New year, new administration, new blog. Makes sense, right?
Yesterday, at the inauguration of Barack Obama, the poet Elizabeth Alexander read a poem she wrote for the occasion called “Praise Song for the Day.” Among many beautiful images: the Obama girls, the helicopter carrying the Bushes making its slow ascent; beautiful words: “The red man can get ahead, man,” “The woman who brung me”; and beautiful sounds: Aretha, Yo-Yo, Itzhak, Obama’s voice, the shrieking crowds, the marching bands; I thought Alexander’s poem was beautiful. It reaffirmed for me that there is room for beauty and eloquence, and dare I say, art, in politics and in our country–that they are part of the foundation of America. The particular line that embodies the hope I felt yesterday due to the seismic shift I feel is happening in this country is:
In today’s sharp sparkle, this winter air, anything can be made, any sentence begun.

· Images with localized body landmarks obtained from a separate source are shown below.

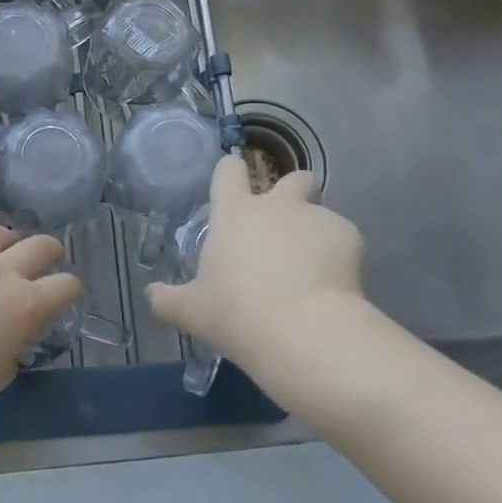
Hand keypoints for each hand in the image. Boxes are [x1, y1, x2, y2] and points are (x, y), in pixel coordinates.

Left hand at [0, 227, 81, 431]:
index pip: (65, 285)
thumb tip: (12, 333)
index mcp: (25, 305)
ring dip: (3, 242)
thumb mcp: (0, 374)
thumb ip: (14, 344)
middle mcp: (1, 271)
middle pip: (39, 244)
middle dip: (48, 251)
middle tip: (45, 258)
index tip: (63, 295)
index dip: (68, 290)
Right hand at [145, 156, 365, 380]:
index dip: (232, 173)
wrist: (304, 332)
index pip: (229, 170)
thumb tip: (151, 295)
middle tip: (289, 226)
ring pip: (321, 213)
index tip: (234, 187)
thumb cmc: (237, 314)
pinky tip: (336, 290)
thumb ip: (168, 300)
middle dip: (295, 192)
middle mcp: (276, 205)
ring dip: (317, 234)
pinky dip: (341, 259)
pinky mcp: (351, 236)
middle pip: (293, 178)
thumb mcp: (193, 312)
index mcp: (235, 213)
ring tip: (316, 274)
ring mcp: (316, 217)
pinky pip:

Maybe it’s the sharp sparkle (how did she know the day would be as sharply sparkly as it was?); maybe it’s the allusion to winter’s freezing weather and subsequent seasonal depression…economic depression…inauguration hangover; maybe it’s the getting back to basics sentiment: Make something. Write.
So I’m writing. I have grand ideas for this blog. All the failed pitches, the ideas that evaporate into the ether, the silly and the dead serious alike, will be collected here for whatever small segment of the world chooses to read them. It’s the least I can do to fulfill the call-to-arms.